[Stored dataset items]
..........

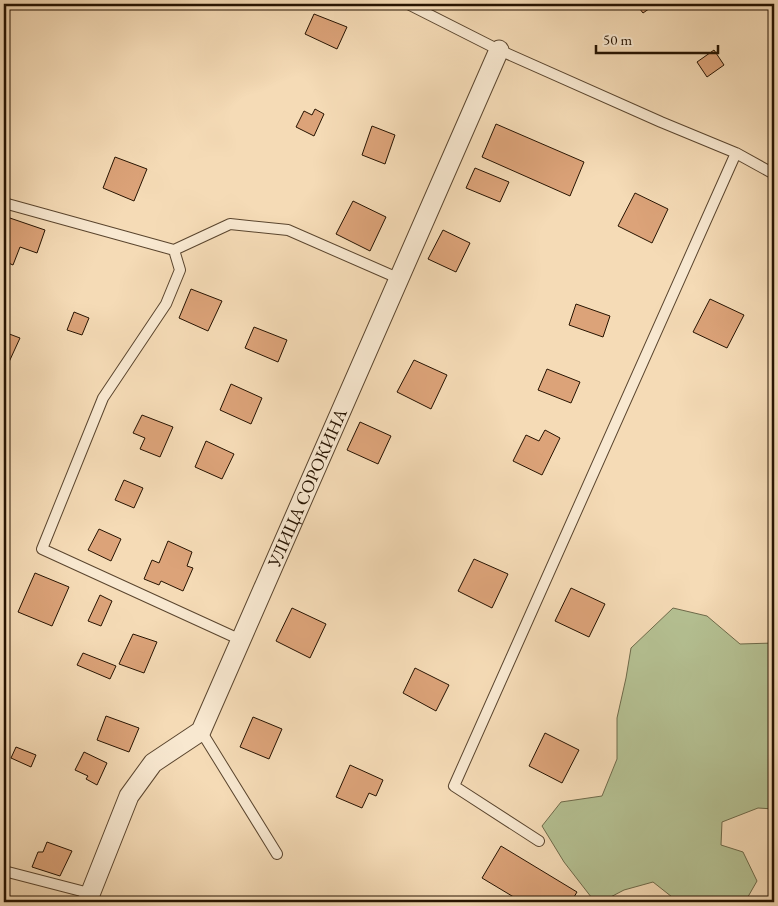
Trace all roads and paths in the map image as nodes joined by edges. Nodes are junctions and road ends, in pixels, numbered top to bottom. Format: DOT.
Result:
graph roads {
  1 [pos="408,4"];
  2 [pos="499,50"];
  3 [pos="736,153"];
  4 [pos="774,174"];
  5 [pos="4,203"];
  6 [pos="174,250"];
  7 [pos="400,279"];
  8 [pos="241,640"];
  9 [pos="201,731"];
  10 [pos="539,841"];
  11 [pos="277,854"];
  12 [pos="4,871"];
  13 [pos="88,897"];
  1 -- 2 [label="lane"];
  2 -- 3 [label="lane"];
  2 -- 7 [label="street, УЛИЦА СОРОКИНА"];
  3 -- 4 [label="lane"];
  3 -- 10 [label="lane"];
  5 -- 6 [label="lane"];
  6 -- 7 [label="lane"];
  6 -- 8 [label="lane"];
  7 -- 8 [label="street, УЛИЦА СОРОКИНА"];
  8 -- 9 [label="street, УЛИЦА СОРОКИНА"];
  9 -- 11 [label="lane"];
  9 -- 13 [label="street"];
  12 -- 13 [label="lane"];
}
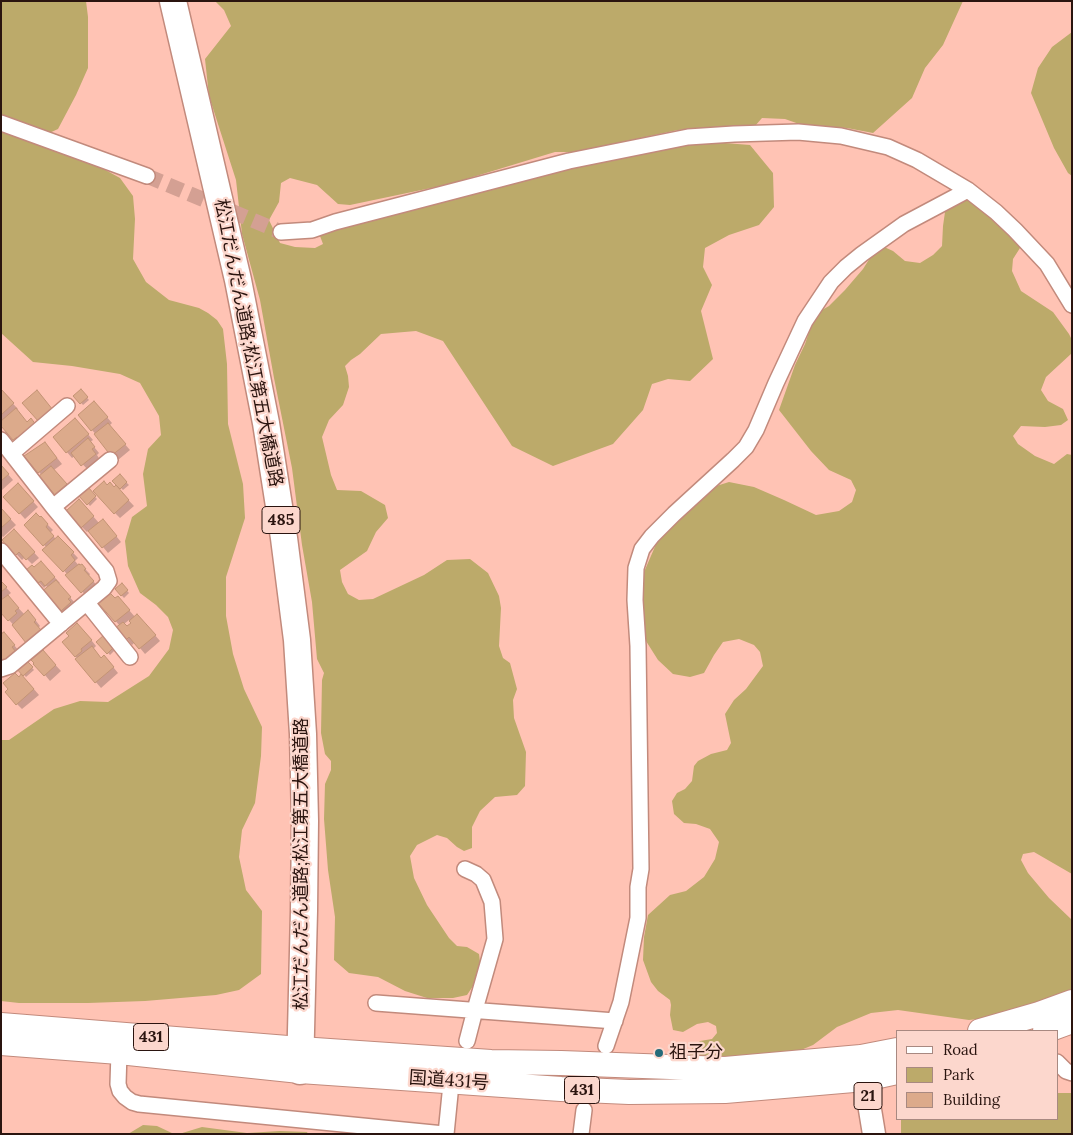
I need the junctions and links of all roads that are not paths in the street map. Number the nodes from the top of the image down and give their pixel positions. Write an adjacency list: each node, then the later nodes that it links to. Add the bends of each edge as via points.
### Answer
1 (173, 1): 30 (highway, 松江だんだん道路;松江第五大橋道路 / 485, via 238,280 266,423 297,640 306,821)
2 (1, 123): 3 (street)
3 (147, 176)
4 (968, 190): 5 (street, via 888,147 841,136 798,132 734,134 688,137 569,161 312,230); 6 (street, via 996,212 1047,264); 20 (street, via 904,224 862,254 831,282 805,321 746,446 642,549 636,568 641,869 638,918)
5 (281, 232)
6 (1072, 305)
7 (67, 406): 9 (street)
8 (1, 440): 9 (street)
9 (12, 453): 11 (street)
10 (110, 460): 11 (street)
11 (53, 507): 13 (street, via 109,576 108,584)
12 (1, 551): 14 (street)
13 (87, 603): 14 (street); 15 (street)
14 (61, 624): 16 (street, via 10,666)
15 (130, 657)
16 (1, 669)
17 (465, 869): 25 (street, via 483,880 492,902 495,939)
18 (1072, 1002): 23 (highway)
19 (376, 1003): 20 (street)
20 (615, 1021): 27 (street)
21 (1072, 1021): 24 (highway)
22 (1, 1025): 30 (highway, 国道431号 / 431)
23 (983, 1030)
24 (1048, 1030)
25 (467, 1041)
26 (1, 1043): 29 (highway, 国道431号 / 431)
27 (606, 1046)
28 (896, 1051): 32 (highway, 国道431号 / 431)
29 (119, 1052): 30 (highway, 国道431号 / 431); 37 (street, via 120,1091 139,1104)
30 (300, 1060): 32 (highway, 国道431号 / 431, via 561,1063 724,1069)
31 (1058, 1063): 34 (street)
32 (863, 1068): 33 (highway, 国道431号 / 431); 39 (main road, 21)
33 (896, 1072)
34 (1072, 1074)
35 (450, 1094): 37 (street)
36 (584, 1110): 38 (street)
37 (445, 1134)
38 (581, 1134)
39 (874, 1134)

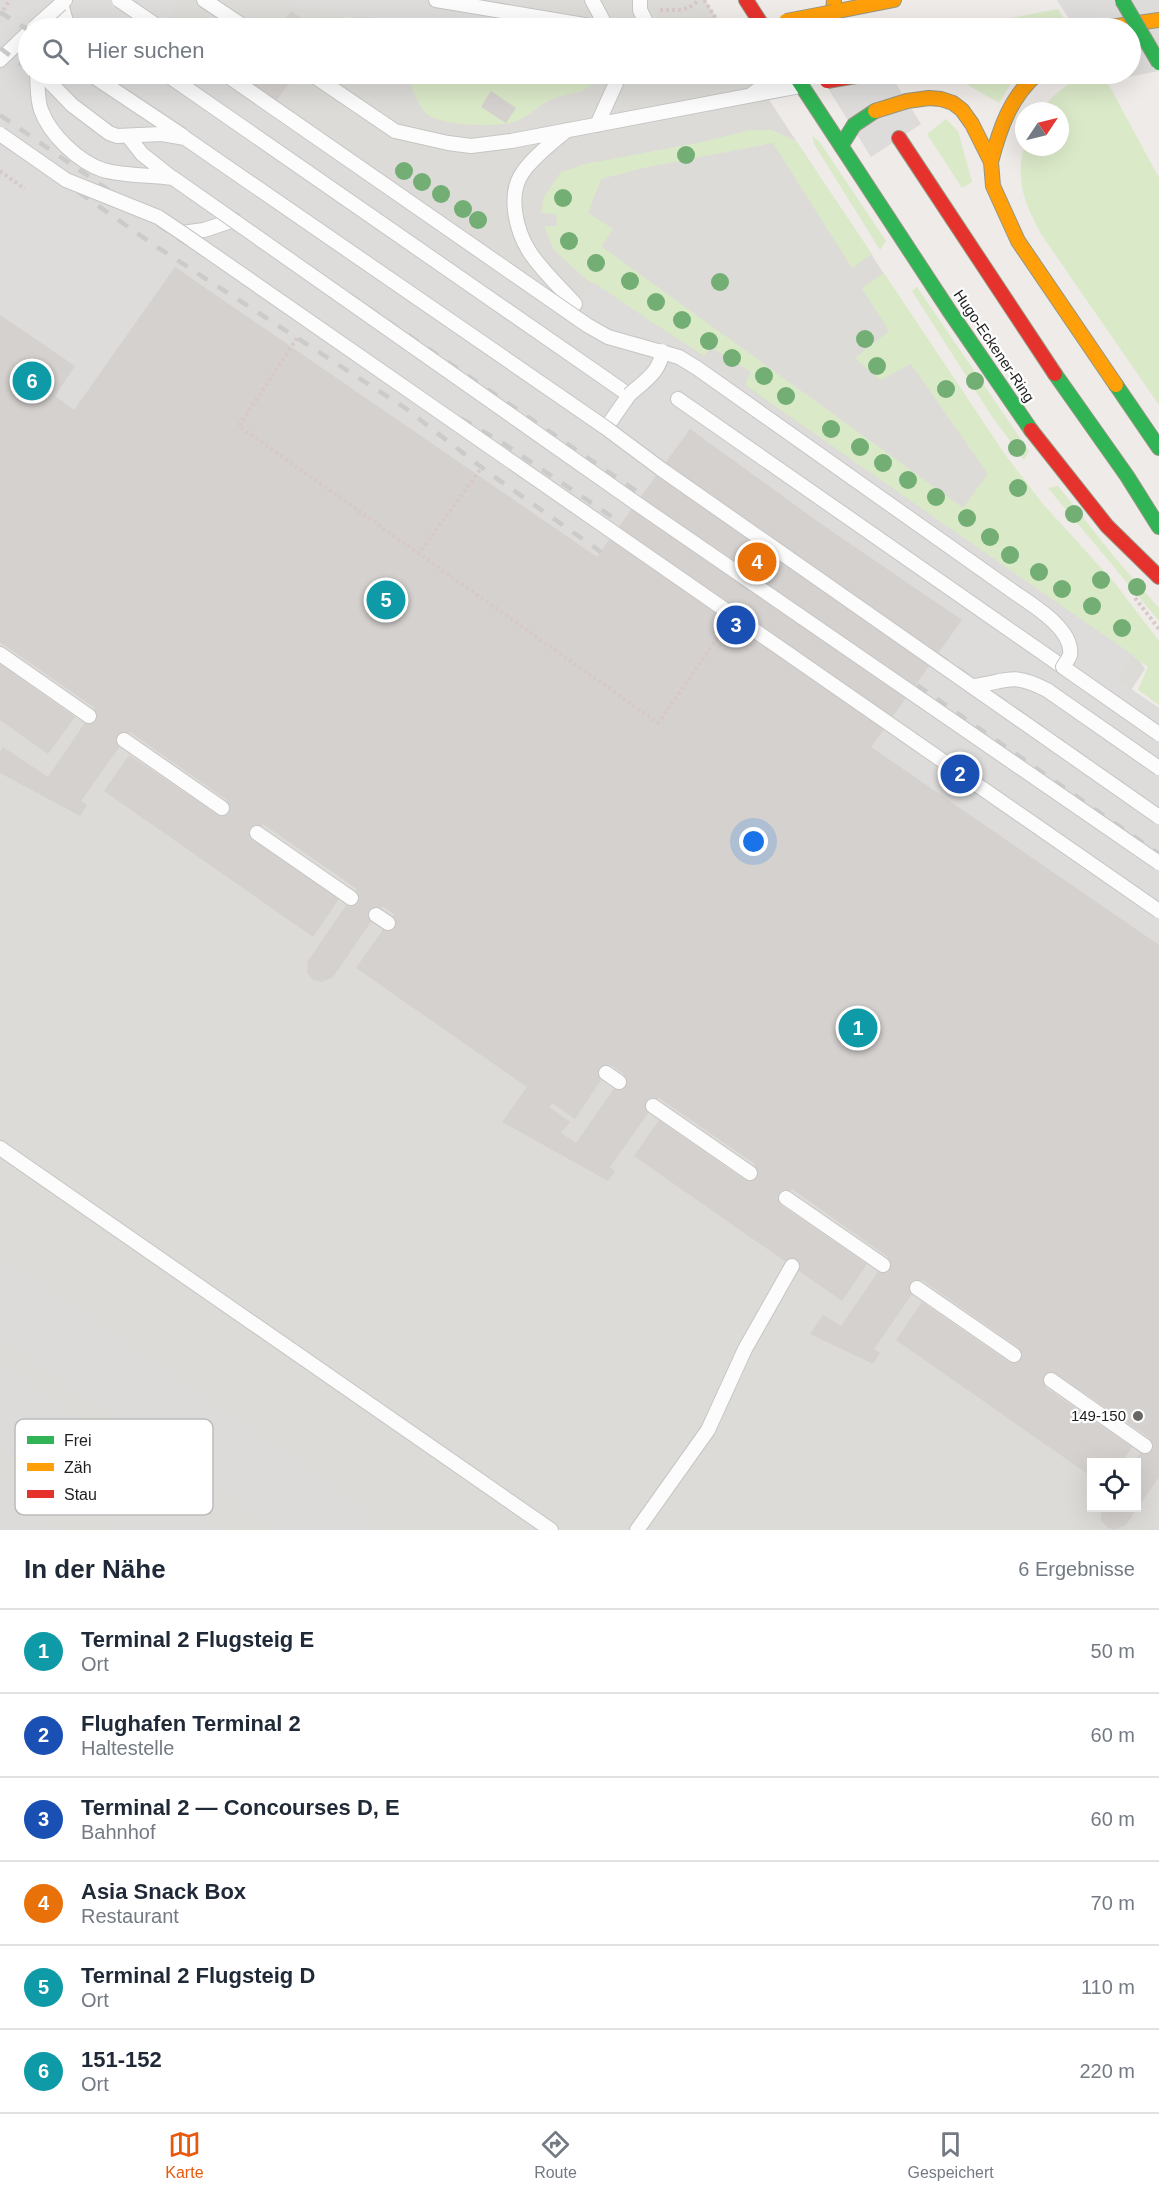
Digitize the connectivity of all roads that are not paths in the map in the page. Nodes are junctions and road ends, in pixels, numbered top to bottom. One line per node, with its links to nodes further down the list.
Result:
1 (119, 0): 14 (lane, bridge)
2 (204, 0): 15 (lane)
3 (436, 0): 16 (lane)
4 (592, 0): 17 (lane)
5 (640, 0): 18 (lane)
6 (746, 0): 19 (main road)
7 (895, 0): 10 (main road); 21 (main road)
8 (1122, 0): 22 (main road, bridge)
9 (63, 2): 11 (lane, bridge); 12 (lane, bridge); 13 (lane)
10 (833, 6): 20 (main road, bridge)
11 (45, 18)
12 (53, 18)
13 (66, 18)
14 (145, 18)
15 (231, 18)
16 (543, 18)
17 (602, 18)
18 (644, 18)
19 (757, 18)
20 (795, 18)
21 (876, 18)
22 (1132, 18)
23 (1159, 20): 24 (main road)
24 (1141, 23)
25 (1141, 34): 28 (main road, bridge)
26 (18, 43): 27 (lane)
27 (0, 60)
28 (1157, 67)
29 (37, 84): 51 (lane, bridge)
30 (52, 84): 46 (lane, bridge)
31 (108, 84): 47 (lane, bridge)
32 (180, 84): 56 (lane, bridge)
33 (239, 84): 55 (lane, bridge)
34 (326, 84): 44 (lane)
35 (616, 84): 43 (lane)
36 (765, 84): 41 (lane)
37 (786, 84): 41 (lane)
38 (801, 84): 42 (main road, Hugo-Eckener-Ring)
39 (827, 84): 42 (main road)
40 (1027, 84): 50 (main road)
41 (749, 96): 43 (lane)
42 (824, 118): 49 (main road, Hugo-Eckener-Ring)
43 (597, 125): 44 (lane)
44 (567, 130): 54 (lane)
45 (0, 134): 53 (lane, bridge)
46 (128, 136): 47 (lane, bridge); 51 (lane, bridge)
47 (185, 138): 58 (lane, bridge)
48 (899, 138): 60 (main road)
49 (841, 146): 50 (main road, bridge); 63 (main road, Hugo-Eckener-Ring)
50 (991, 162): 59 (main road)
51 (172, 178): 52 (lane, bridge)
52 (234, 220): 53 (lane); 74 (lane, bridge)
53 (182, 233): 76 (lane, bridge)
54 (575, 304)
55 (662, 351): 56 (lane, bridge); 65 (lane, bridge)
56 (629, 395): 58 (lane)
57 (678, 399): 65 (lane)
58 (606, 428): 66 (lane, bridge)
59 (1159, 448)
60 (1143, 497): 61 (main road); 62 (main road)
61 (1159, 515)
62 (1159, 527)
63 (1159, 577)
64 (0, 654): 67 (lane)
65 (1063, 667): 68 (lane, bridge)
66 (974, 686): 70 (lane, bridge); 72 (lane, bridge)
67 (89, 716)
68 (1159, 734)
69 (124, 740): 71 (lane)
70 (1159, 768)
71 (222, 807)
72 (1159, 817)
73 (257, 832): 75 (lane)
74 (1159, 863)
75 (351, 898)
76 (1159, 910)
77 (606, 1073): 78 (lane)
78 (619, 1082)
79 (653, 1106): 81 (lane)
80 (0, 1148): 89 (lane)
81 (750, 1173)
82 (786, 1198): 83 (lane)
83 (883, 1265)
84 (792, 1266): 90 (lane)
85 (916, 1288): 86 (lane)
86 (1014, 1355)
87 (1050, 1380): 88 (lane)
88 (1145, 1446)
89 (551, 1530)
90 (637, 1530)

..........

▸ Action item: Find each line of the data above that holds the word "paths", then copy it.

▸ Response to the exercise:
Trace all roads and paths in the map image as nodes joined by edges. Nodes are junctions and road ends, in pixels, numbered top to bottom. Format: DOT.
I need the junctions and links of all roads that are not paths in the street map. Number the nodes from the top of the image down and give their pixel positions. Write an adjacency list: each node, then the later nodes that it links to. Add the bends of each edge as via points.
Digitize the connectivity of all roads that are not paths in the map in the page. Nodes are junctions and road ends, in pixels, numbered top to bottom. One line per node, with its links to nodes further down the list.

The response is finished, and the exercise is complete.